Action item>
Line by line, retype the whole listing exactly.
_ _ _ _ _
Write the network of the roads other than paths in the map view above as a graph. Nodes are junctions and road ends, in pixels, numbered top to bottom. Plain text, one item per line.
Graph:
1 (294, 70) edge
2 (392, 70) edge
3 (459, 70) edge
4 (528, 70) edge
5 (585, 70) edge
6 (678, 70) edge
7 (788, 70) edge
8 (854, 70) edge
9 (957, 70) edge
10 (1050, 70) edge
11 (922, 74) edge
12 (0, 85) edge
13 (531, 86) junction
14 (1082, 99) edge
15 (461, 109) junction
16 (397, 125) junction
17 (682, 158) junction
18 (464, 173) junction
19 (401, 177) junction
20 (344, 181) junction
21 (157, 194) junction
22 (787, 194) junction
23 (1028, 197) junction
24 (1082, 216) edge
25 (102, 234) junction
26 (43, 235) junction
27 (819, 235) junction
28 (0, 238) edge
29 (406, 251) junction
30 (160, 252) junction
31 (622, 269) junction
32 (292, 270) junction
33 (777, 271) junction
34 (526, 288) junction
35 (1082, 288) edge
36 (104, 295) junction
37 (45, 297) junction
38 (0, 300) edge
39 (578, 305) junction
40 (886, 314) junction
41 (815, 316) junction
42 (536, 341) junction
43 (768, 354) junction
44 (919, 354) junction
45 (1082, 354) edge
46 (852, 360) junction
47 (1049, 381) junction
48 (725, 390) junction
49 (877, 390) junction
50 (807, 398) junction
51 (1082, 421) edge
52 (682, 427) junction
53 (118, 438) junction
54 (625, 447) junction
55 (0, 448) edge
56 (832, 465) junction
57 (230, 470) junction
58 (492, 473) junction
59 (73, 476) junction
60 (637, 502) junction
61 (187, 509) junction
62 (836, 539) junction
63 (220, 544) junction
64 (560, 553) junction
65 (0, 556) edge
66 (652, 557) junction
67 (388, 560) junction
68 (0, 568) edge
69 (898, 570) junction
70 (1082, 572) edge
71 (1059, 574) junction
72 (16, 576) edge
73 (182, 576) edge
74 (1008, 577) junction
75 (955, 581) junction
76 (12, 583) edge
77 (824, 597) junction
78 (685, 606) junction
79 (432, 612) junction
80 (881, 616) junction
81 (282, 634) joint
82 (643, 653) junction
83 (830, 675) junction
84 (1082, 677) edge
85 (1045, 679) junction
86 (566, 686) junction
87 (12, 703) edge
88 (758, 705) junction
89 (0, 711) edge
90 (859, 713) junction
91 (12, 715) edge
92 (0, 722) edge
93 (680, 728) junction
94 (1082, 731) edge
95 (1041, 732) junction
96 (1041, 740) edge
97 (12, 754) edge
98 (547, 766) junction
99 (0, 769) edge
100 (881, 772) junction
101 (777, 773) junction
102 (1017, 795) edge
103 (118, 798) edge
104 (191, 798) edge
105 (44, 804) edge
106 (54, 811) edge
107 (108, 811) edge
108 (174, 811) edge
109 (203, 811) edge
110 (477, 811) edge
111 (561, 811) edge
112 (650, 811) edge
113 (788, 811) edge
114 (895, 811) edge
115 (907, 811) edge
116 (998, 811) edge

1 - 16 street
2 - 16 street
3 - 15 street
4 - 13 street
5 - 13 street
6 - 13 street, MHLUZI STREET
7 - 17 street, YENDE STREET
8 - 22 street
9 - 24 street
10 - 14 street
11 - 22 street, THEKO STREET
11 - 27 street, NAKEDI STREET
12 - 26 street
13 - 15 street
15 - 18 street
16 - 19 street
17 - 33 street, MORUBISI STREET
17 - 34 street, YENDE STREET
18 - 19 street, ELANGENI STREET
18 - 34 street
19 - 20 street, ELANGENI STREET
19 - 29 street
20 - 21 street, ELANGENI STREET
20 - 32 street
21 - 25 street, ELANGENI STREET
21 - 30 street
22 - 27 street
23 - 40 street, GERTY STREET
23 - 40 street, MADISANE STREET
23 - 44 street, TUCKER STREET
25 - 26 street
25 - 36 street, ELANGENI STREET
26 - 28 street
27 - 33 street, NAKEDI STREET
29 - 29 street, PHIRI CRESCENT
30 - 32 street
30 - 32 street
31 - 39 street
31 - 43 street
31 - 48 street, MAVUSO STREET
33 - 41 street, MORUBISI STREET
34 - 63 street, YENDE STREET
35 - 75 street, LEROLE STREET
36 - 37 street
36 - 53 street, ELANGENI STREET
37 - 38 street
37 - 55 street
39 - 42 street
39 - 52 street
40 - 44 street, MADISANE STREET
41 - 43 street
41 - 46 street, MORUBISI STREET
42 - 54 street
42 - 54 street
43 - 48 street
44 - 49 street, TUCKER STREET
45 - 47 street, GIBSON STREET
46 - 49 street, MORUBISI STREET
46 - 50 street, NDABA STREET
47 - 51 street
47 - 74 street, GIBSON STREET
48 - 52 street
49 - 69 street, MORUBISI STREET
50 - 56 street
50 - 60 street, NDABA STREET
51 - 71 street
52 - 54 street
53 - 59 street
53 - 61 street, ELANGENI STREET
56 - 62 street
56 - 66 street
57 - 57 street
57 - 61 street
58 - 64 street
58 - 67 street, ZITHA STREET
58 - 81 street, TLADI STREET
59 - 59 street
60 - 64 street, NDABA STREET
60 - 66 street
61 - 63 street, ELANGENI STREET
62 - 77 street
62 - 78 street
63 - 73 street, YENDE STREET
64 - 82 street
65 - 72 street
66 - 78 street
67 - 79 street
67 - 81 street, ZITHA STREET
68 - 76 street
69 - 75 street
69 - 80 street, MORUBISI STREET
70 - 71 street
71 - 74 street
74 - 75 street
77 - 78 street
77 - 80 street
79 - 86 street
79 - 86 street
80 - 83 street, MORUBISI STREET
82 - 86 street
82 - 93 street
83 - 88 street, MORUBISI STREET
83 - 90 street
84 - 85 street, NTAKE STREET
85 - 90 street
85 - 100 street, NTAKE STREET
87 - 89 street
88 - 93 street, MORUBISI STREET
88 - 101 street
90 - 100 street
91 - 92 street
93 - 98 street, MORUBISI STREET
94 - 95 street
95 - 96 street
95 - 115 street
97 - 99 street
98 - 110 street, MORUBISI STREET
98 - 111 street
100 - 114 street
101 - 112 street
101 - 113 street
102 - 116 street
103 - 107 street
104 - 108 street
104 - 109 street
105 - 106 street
_ _ _ _ _
Solution for this exercise>
Write the network of the roads other than paths in the map view above as a graph. Nodes are junctions and road ends, in pixels, numbered top to bottom. Plain text, one item per line.
Graph:
1 (294, 70) edge
2 (392, 70) edge
3 (459, 70) edge
4 (528, 70) edge
5 (585, 70) edge
6 (678, 70) edge
7 (788, 70) edge
8 (854, 70) edge
9 (957, 70) edge
10 (1050, 70) edge
11 (922, 74) edge
12 (0, 85) edge
13 (531, 86) junction
14 (1082, 99) edge
15 (461, 109) junction
16 (397, 125) junction
17 (682, 158) junction
18 (464, 173) junction
19 (401, 177) junction
20 (344, 181) junction
21 (157, 194) junction
22 (787, 194) junction
23 (1028, 197) junction
24 (1082, 216) edge
25 (102, 234) junction
26 (43, 235) junction
27 (819, 235) junction
28 (0, 238) edge
29 (406, 251) junction
30 (160, 252) junction
31 (622, 269) junction
32 (292, 270) junction
33 (777, 271) junction
34 (526, 288) junction
35 (1082, 288) edge
36 (104, 295) junction
37 (45, 297) junction
38 (0, 300) edge
39 (578, 305) junction
40 (886, 314) junction
41 (815, 316) junction
42 (536, 341) junction
43 (768, 354) junction
44 (919, 354) junction
45 (1082, 354) edge
46 (852, 360) junction
47 (1049, 381) junction
48 (725, 390) junction
49 (877, 390) junction
50 (807, 398) junction
51 (1082, 421) edge
52 (682, 427) junction
53 (118, 438) junction
54 (625, 447) junction
55 (0, 448) edge
56 (832, 465) junction
57 (230, 470) junction
58 (492, 473) junction
59 (73, 476) junction
60 (637, 502) junction
61 (187, 509) junction
62 (836, 539) junction
63 (220, 544) junction
64 (560, 553) junction
65 (0, 556) edge
66 (652, 557) junction
67 (388, 560) junction
68 (0, 568) edge
69 (898, 570) junction
70 (1082, 572) edge
71 (1059, 574) junction
72 (16, 576) edge
73 (182, 576) edge
74 (1008, 577) junction
75 (955, 581) junction
76 (12, 583) edge
77 (824, 597) junction
78 (685, 606) junction
79 (432, 612) junction
80 (881, 616) junction
81 (282, 634) joint
82 (643, 653) junction
83 (830, 675) junction
84 (1082, 677) edge
85 (1045, 679) junction
86 (566, 686) junction
87 (12, 703) edge
88 (758, 705) junction
89 (0, 711) edge
90 (859, 713) junction
91 (12, 715) edge
92 (0, 722) edge
93 (680, 728) junction
94 (1082, 731) edge
95 (1041, 732) junction
96 (1041, 740) edge
97 (12, 754) edge
98 (547, 766) junction
99 (0, 769) edge
100 (881, 772) junction
101 (777, 773) junction
102 (1017, 795) edge
103 (118, 798) edge
104 (191, 798) edge
105 (44, 804) edge
106 (54, 811) edge
107 (108, 811) edge
108 (174, 811) edge
109 (203, 811) edge
110 (477, 811) edge
111 (561, 811) edge
112 (650, 811) edge
113 (788, 811) edge
114 (895, 811) edge
115 (907, 811) edge
116 (998, 811) edge

1 - 16 street
2 - 16 street
3 - 15 street
4 - 13 street
5 - 13 street
6 - 13 street, MHLUZI STREET
7 - 17 street, YENDE STREET
8 - 22 street
9 - 24 street
10 - 14 street
11 - 22 street, THEKO STREET
11 - 27 street, NAKEDI STREET
12 - 26 street
13 - 15 street
15 - 18 street
16 - 19 street
17 - 33 street, MORUBISI STREET
17 - 34 street, YENDE STREET
18 - 19 street, ELANGENI STREET
18 - 34 street
19 - 20 street, ELANGENI STREET
19 - 29 street
20 - 21 street, ELANGENI STREET
20 - 32 street
21 - 25 street, ELANGENI STREET
21 - 30 street
22 - 27 street
23 - 40 street, GERTY STREET
23 - 40 street, MADISANE STREET
23 - 44 street, TUCKER STREET
25 - 26 street
25 - 36 street, ELANGENI STREET
26 - 28 street
27 - 33 street, NAKEDI STREET
29 - 29 street, PHIRI CRESCENT
30 - 32 street
30 - 32 street
31 - 39 street
31 - 43 street
31 - 48 street, MAVUSO STREET
33 - 41 street, MORUBISI STREET
34 - 63 street, YENDE STREET
35 - 75 street, LEROLE STREET
36 - 37 street
36 - 53 street, ELANGENI STREET
37 - 38 street
37 - 55 street
39 - 42 street
39 - 52 street
40 - 44 street, MADISANE STREET
41 - 43 street
41 - 46 street, MORUBISI STREET
42 - 54 street
42 - 54 street
43 - 48 street
44 - 49 street, TUCKER STREET
45 - 47 street, GIBSON STREET
46 - 49 street, MORUBISI STREET
46 - 50 street, NDABA STREET
47 - 51 street
47 - 74 street, GIBSON STREET
48 - 52 street
49 - 69 street, MORUBISI STREET
50 - 56 street
50 - 60 street, NDABA STREET
51 - 71 street
52 - 54 street
53 - 59 street
53 - 61 street, ELANGENI STREET
56 - 62 street
56 - 66 street
57 - 57 street
57 - 61 street
58 - 64 street
58 - 67 street, ZITHA STREET
58 - 81 street, TLADI STREET
59 - 59 street
60 - 64 street, NDABA STREET
60 - 66 street
61 - 63 street, ELANGENI STREET
62 - 77 street
62 - 78 street
63 - 73 street, YENDE STREET
64 - 82 street
65 - 72 street
66 - 78 street
67 - 79 street
67 - 81 street, ZITHA STREET
68 - 76 street
69 - 75 street
69 - 80 street, MORUBISI STREET
70 - 71 street
71 - 74 street
74 - 75 street
77 - 78 street
77 - 80 street
79 - 86 street
79 - 86 street
80 - 83 street, MORUBISI STREET
82 - 86 street
82 - 93 street
83 - 88 street, MORUBISI STREET
83 - 90 street
84 - 85 street, NTAKE STREET
85 - 90 street
85 - 100 street, NTAKE STREET
87 - 89 street
88 - 93 street, MORUBISI STREET
88 - 101 street
90 - 100 street
91 - 92 street
93 - 98 street, MORUBISI STREET
94 - 95 street
95 - 96 street
95 - 115 street
97 - 99 street
98 - 110 street, MORUBISI STREET
98 - 111 street
100 - 114 street
101 - 112 street
101 - 113 street
102 - 116 street
103 - 107 street
104 - 108 street
104 - 109 street
105 - 106 street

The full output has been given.